> [Material for this exercise]:

——

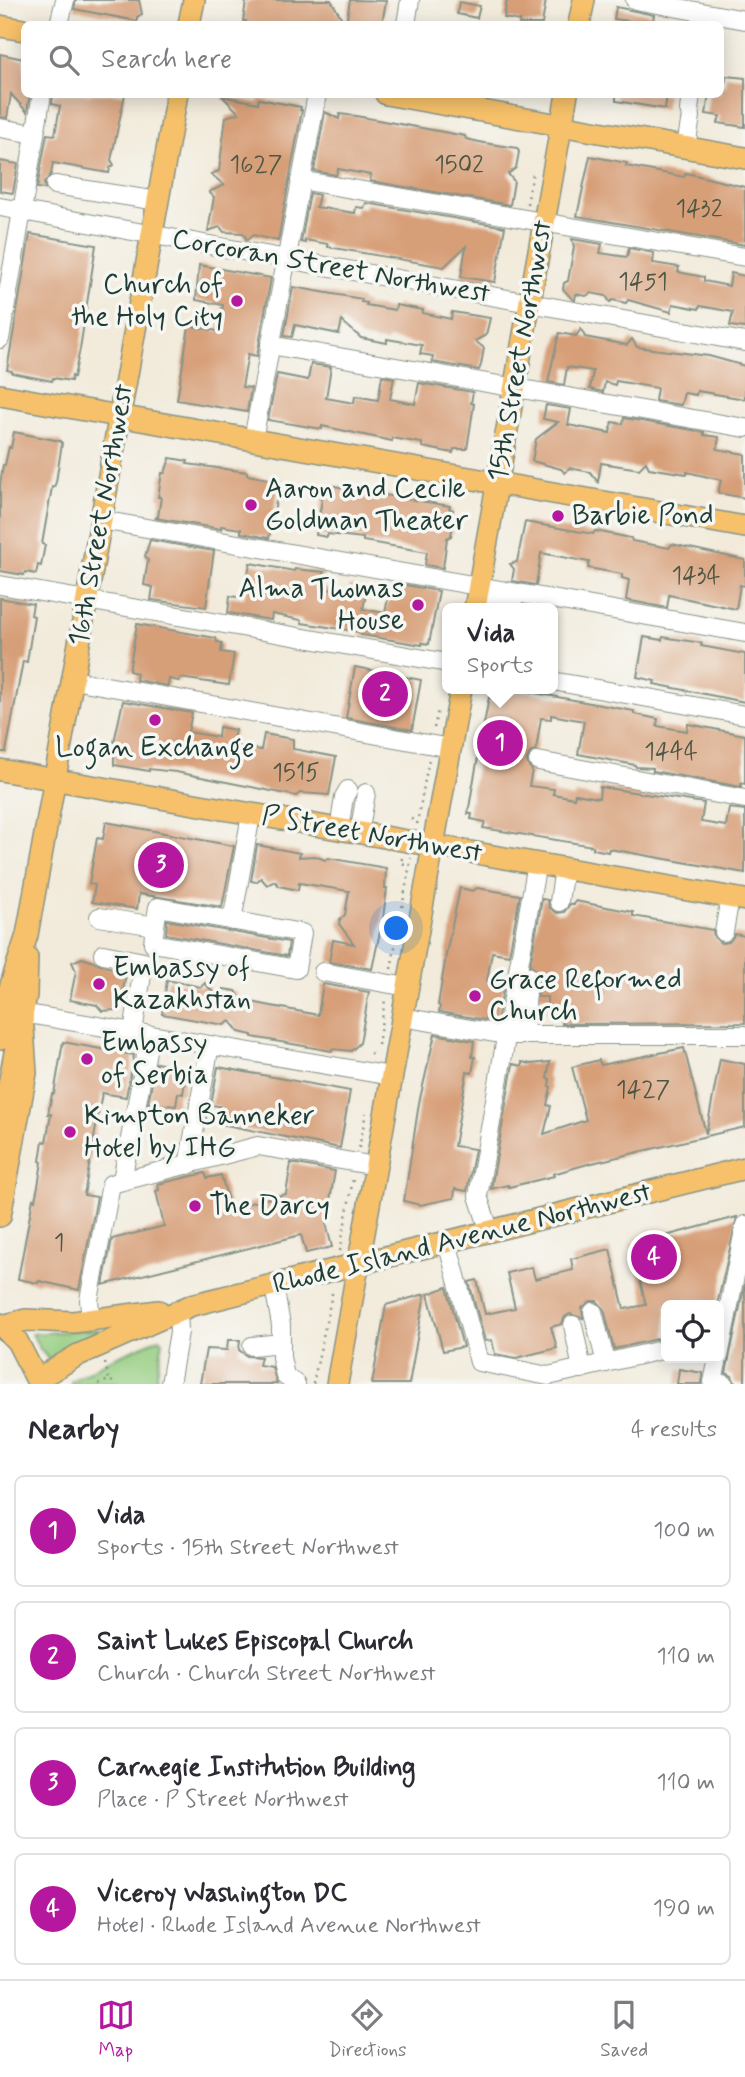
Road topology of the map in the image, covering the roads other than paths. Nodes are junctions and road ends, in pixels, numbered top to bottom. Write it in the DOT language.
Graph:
graph roads {
  1 [pos="65,0"];
  2 [pos="194,0"];
  3 [pos="410,0"];
  4 [pos="584,0"];
  5 [pos="635,0"];
  6 [pos="745,20"];
  7 [pos="61,21"];
  8 [pos="190,21"];
  9 [pos="406,21"];
  10 [pos="580,21"];
  11 [pos="0,26"];
  12 [pos="21,30"];
  13 [pos="41,98"];
  14 [pos="176,98"];
  15 [pos="316,98"];
  16 [pos="408,98"];
  17 [pos="566,98"];
  18 [pos="690,98"];
  19 [pos="561,125"];
  20 [pos="0,128"];
  21 [pos="35,134"];
  22 [pos="686,147"];
  23 [pos="745,158"];
  24 [pos="300,180"];
  25 [pos="55,184"];
  26 [pos="158,201"];
  27 [pos="0,207"];
  28 [pos="22,211"];
  29 [pos="544,221"];
  30 [pos="152,235"];
  31 [pos="745,257"];
  32 [pos="286,258"];
  33 [pos="4,294"];
  34 [pos="529,303"];
  35 [pos="0,339"];
  36 [pos="745,342"];
  37 [pos="270,345"];
  38 [pos="514,388"];
  39 [pos="0,396"];
  40 [pos="120,416"];
  41 [pos="745,428"];
  42 [pos="253,440"];
  43 [pos="497,483"];
  44 [pos="101,520"];
  45 [pos="745,527"];
  46 [pos="0,584"];
  47 [pos="477,597"];
  48 [pos="87,599"];
  49 [pos="507,603"];
  50 [pos="522,603"];
  51 [pos="558,608"];
  52 [pos="745,633"];
  53 [pos="442,662"];
  54 [pos="73,680"];
  55 [pos="558,682"];
  56 [pos="459,694"];
  57 [pos="745,715"];
  58 [pos="441,745"];
  59 [pos="538,761"];
  60 [pos="0,770"];
  61 [pos="55,780"];
  62 [pos="357,791"];
  63 [pos="745,799"];
  64 [pos="251,815"];
  65 [pos="349,832"];
  66 [pos="416,849"];
  67 [pos="537,863"];
  68 [pos="564,868"];
  69 [pos="737,899"];
  70 [pos="559,902"];
  71 [pos="99,917"];
  72 [pos="232,921"];
  73 [pos="155,926"];
  74 [pos="724,932"];
  75 [pos="103,954"];
  76 [pos="323,972"];
  77 [pos="528,976"];
  78 [pos="407,986"];
  79 [pos="7,1013"];
  80 [pos="402,1017"];
  81 [pos="141,1033"];
  82 [pos="515,1035"];
  83 [pos="745,1035"];
  84 [pos="0,1039"];
  85 [pos="210,1045"];
  86 [pos="382,1075"];
  87 [pos="0,1132"];
  88 [pos="188,1165"];
  89 [pos="366,1165"];
  90 [pos="745,1168"];
  91 [pos="122,1180"];
  92 [pos="0,1216"];
  93 [pos="745,1225"];
  94 [pos="489,1232"];
  95 [pos="447,1242"];
  96 [pos="358,1265"];
  97 [pos="274,1286"];
  98 [pos="178,1310"];
  99 [pos="593,1312"];
  100 [pos="91,1320"];
  101 [pos="1,1325"];
  102 [pos="572,1325"];
  103 [pos="724,1331"];
  104 [pos="281,1343"];
  105 [pos="252,1346"];
  106 [pos="661,1350"];
  107 [pos="606,1363"];
  108 [pos="718,1363"];
  109 [pos="582,1369"];
  110 [pos="38,1381"];
  111 [pos="716,1383"];
  112 [pos="170,1384"];
  113 [pos="296,1384"];
  114 [pos="337,1384"];
  1 -- 7 [label="street"];
  2 -- 8 [label="main road"];
  3 -- 9 [label="street"];
  4 -- 10 [label="main road"];
  5 -- 6 [label="street"];
  11 -- 12 [label="main road"];
  13 -- 21 [label="street"];
  14 -- 26 [label="main road, 16th Street Northwest"];
  15 -- 24 [label="street"];
  16 -- 19 [label="main road"];
  17 -- 19 [label="main road, 15th Street Northwest"];
  18 -- 22 [label="street"];
  19 -- 22 [label="main road"];
  19 -- 29 [label="main road, 15th Street Northwest"];
  20 -- 21 [label="street"];
  21 -- 28 [label="street"];
  22 -- 23 [label="main road"];
  24 -- 29 [label="street"];
  24 -- 32 [label="street"];
  25 -- 26 [label="street"];
  26 -- 30 [label="main road, 16th Street Northwest"];
  27 -- 28 [label="street, Corcoran Street Northwest"];
  28 -- 30 [label="street, Corcoran Street Northwest"];
  28 -- 33 [label="street"];
  29 -- 31 [label="street"];
  29 -- 34 [label="main road, 15th Street Northwest"];
  30 -- 32 [label="street, Corcoran Street Northwest"];
  30 -- 40 [label="main road, 16th Street Northwest"];
  32 -- 34 [label="street, Corcoran Street Northwest"];
  32 -- 37 [label="street"];
  33 -- 35 [label="street"];
  34 -- 36 [label="street, Corcoran Street Northwest"];
  34 -- 38 [label="main road, 15th Street Northwest"];
  37 -- 38 [label="street"];
  37 -- 42 [label="street"];
  38 -- 41 [label="street"];
  38 -- 43 [label="main road, 15th Street Northwest"];
  39 -- 40 [label="main road"];
  40 -- 42 [label="main road"];
  40 -- 44 [label="main road, 16th Street Northwest"];
  42 -- 43 [label="main road"];
  43 -- 45 [label="main road"];
  43 -- 47 [label="main road, 15th Street Northwest"];
  44 -- 47 [label="street"];
  44 -- 48 [label="main road, 16th Street Northwest"];
  46 -- 48 [label="street"];
  47 -- 49 [label="street"];
  47 -- 50 [label="street"];
  48 -- 53 [label="street"];
  48 -- 54 [label="main road, 16th Street Northwest"];
  51 -- 52 [label="street"];
  54 -- 58 [label="street"];
  54 -- 61 [label="main road, 16th Street Northwest"];
  55 -- 57 [label="street"];
  56 -- 58 [label="main road"];
  58 -- 66 [label="main road"];
  59 -- 63 [label="street"];
  60 -- 61 [label="main road, P Street Northwest"];
  61 -- 64 [label="main road, P Street Northwest"];
  61 -- 79 [label="main road, 16th Street Northwest"];
  62 -- 65 [label="street"];
  64 -- 65 [label="main road, P Street Northwest"];
  64 -- 72 [label="street"];
  65 -- 66 [label="main road, P Street Northwest"];
  66 -- 67 [label="main road, P Street Northwest"];
  66 -- 78 [label="main road"];
  67 -- 68 [label="main road, P Street Northwest"];
  67 -- 82 [label="street"];
  68 -- 69 [label="main road, P Street Northwest"];
  68 -- 70 [label="street"];
  69 -- 74 [label="street"];
  71 -- 73 [label="street"];
  72 -- 73 [label="street"];
  72 -- 73 [label="street"];
  75 -- 81 [label="street"];
  76 -- 78 [label="street"];
  77 -- 82 [label="street"];
  78 -- 80 [label="main road"];
  79 -- 81 [label="street"];
  79 -- 84 [label="main road, 16th Street Northwest"];
  79 -- 87 [label="main road, 16th Street Northwest"];
  79 -- 92 [label="main road, 16th Street Northwest"];
  80 -- 82 [label="street"];
  80 -- 86 [label="main road"];
  81 -- 85 [label="street"];
  81 -- 91 [label="street"];
  82 -- 83 [label="street"];
  82 -- 94 [label="street"];
  85 -- 86 [label="street"];
  85 -- 88 [label="street"];
  86 -- 89 [label="main road"];
  88 -- 89 [label="street"];
  88 -- 91 [label="street"];
  89 -- 96 [label="main road"];
  90 -- 94 [label="main road, Rhode Island Avenue Northwest"];
  91 -- 100 [label="street"];
  93 -- 103 [label="street"];
  94 -- 95 [label="main road, Rhode Island Avenue Northwest"];
  95 -- 96 [label="main road, Rhode Island Avenue Northwest"];
  95 -- 109 [label="street"];
  96 -- 97 [label="main road, Rhode Island Avenue Northwest"];
  96 -- 114 [label="main road"];
  97 -- 98 [label="main road, Rhode Island Avenue Northwest"];
  97 -- 104 [label="street"];
  98 -- 100 [label="main road, Rhode Island Avenue Northwest"];
  98 -- 110 [label="main road, Rhode Island Avenue Northwest"];
  98 -- 112 [label="street"];
  99 -- 107 [label="street"];
  100 -- 101 [label="main road, Rhode Island Avenue Northwest"];
  101 -- 110 [label="main road"];
  102 -- 109 [label="street"];
  104 -- 105 [label="street"];
  104 -- 113 [label="street"];
  106 -- 107 [label="street"];
  107 -- 109 [label="street"];
  108 -- 111 [label="street"];
}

——

> [What to do]:
For the string "roads", report how many lines of the records contain it, giving the number only.

> [Response to this task]:
2